Out of the corner of his left optic, he saw Ransack twisting around to give him a worried look. Iceberg looked up and gave him a half-hearted smile by way of reassurance.
That didn’t work either. But that was all right, in a way. It was Ransack’s job not to let it work.
“Are you all right?” the green Minicon asked, picking up a couple of cubes from the counter and coming over to him.
Iceberg snorted. “Well as I can be, yeah.” He accepted the cube Ransack handed him with one hand, vaguely grateful when his partner sat down next to him. There was silence for a moment while he sipped it and Ransack took out his siphon.
“Nasty shock, that was,” Ransack commented. Iceberg didn’t answer, though part of his mind was fervently agreeing.
After a minute, he lowered the cube and stared at it. “I’m sorry.”
He could feel Ransack shifting to look at him directly. The green Minicon didn’t ask ‘what for?’ - after all this time, he could probably guess what was bothering his teammate.
Iceberg sighed. “I can’t believe I went to pieces on you like that. I shouldn’t have. I mean, when was the last time I did something like that?”
“Actually,” Ransack said quietly, “I can’t remember. I… it rather worried me, seeing you shaken that badly.”
“It’s not like we haven’t been rattled before,” Iceberg said unhappily. “Primus knows we’ve been through the turbines before. But I flat-out panicked back there and… Ransack, believe me, it won’t happen again.”
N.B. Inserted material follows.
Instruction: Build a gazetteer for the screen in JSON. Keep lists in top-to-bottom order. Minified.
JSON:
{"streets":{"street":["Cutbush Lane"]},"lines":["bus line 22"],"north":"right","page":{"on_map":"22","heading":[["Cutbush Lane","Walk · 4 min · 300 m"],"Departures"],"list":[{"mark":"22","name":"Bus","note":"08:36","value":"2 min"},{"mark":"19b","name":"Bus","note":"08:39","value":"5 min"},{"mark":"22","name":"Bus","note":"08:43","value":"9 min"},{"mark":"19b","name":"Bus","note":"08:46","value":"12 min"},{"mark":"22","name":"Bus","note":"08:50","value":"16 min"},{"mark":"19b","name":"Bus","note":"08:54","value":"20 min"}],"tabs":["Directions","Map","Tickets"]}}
“Iceberg… it was Unicron. I can’t blame you for being upset. It scared me, too.”
“But you didn’t start gibbering,” Iceberg pointed out. “You held your ground. Me - I’m surprised no-one was decapitated by the shrapnel. And that’s - that’s not like me. That’s what really bothers me. Going to pieces is supposed to be Dune Runner’s thing…”
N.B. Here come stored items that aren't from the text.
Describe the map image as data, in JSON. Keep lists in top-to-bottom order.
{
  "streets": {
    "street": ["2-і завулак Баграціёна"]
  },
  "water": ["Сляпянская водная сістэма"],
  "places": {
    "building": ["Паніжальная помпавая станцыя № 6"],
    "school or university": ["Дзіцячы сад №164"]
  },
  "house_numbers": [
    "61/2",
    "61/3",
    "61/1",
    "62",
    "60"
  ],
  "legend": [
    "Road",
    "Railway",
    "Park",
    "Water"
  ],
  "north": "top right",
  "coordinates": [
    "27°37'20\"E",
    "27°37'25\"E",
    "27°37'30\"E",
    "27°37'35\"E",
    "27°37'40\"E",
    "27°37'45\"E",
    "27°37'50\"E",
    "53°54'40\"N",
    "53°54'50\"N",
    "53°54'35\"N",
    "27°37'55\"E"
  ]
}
“We were missing him,” Ransack said thoughtfully. “That can’t have helped.”
Iceberg said nothing. It was disturbing beyond words to spend years building up a habit of being the cool, steady one in a crisis, and then to have that habit broken in a matter of minutes. Ransack might not be as steady, but maybe that was why he’d been able to bounce back. Iceberg shattered and melted; Ransack got knocked and charged back ahead anyway.
Maybe if Dune Runner had been about, it would have been better. Having someone to reassure and steady often helped distract you from panicking yourself.
If ever I said Sanders had no use, I take it back now. All of it.
It wasn’t as if Unicron had even been that bad, when he thought about it. He’d just talked to them, and even that had been enough. Iceberg didn’t know how to deal with that. Guilt and embarrassment weren't high on his preferred emotions list.
“Damnit, that git just gives me the creeps,” he muttered. “In the same way an earthquake gives a hut the shakes.”
Ransack’s visor brightened slightly. He’d be wearing a gentle smile were he human. “If he didn’t, Iceberg, I’d be deeply worried about your sense of self-preservation.”
“Yeah,” the orange Minicon muttered. Then he gave a weak laugh. “Yeah. That explains it. You did fine ‘cause you haven’t got one.”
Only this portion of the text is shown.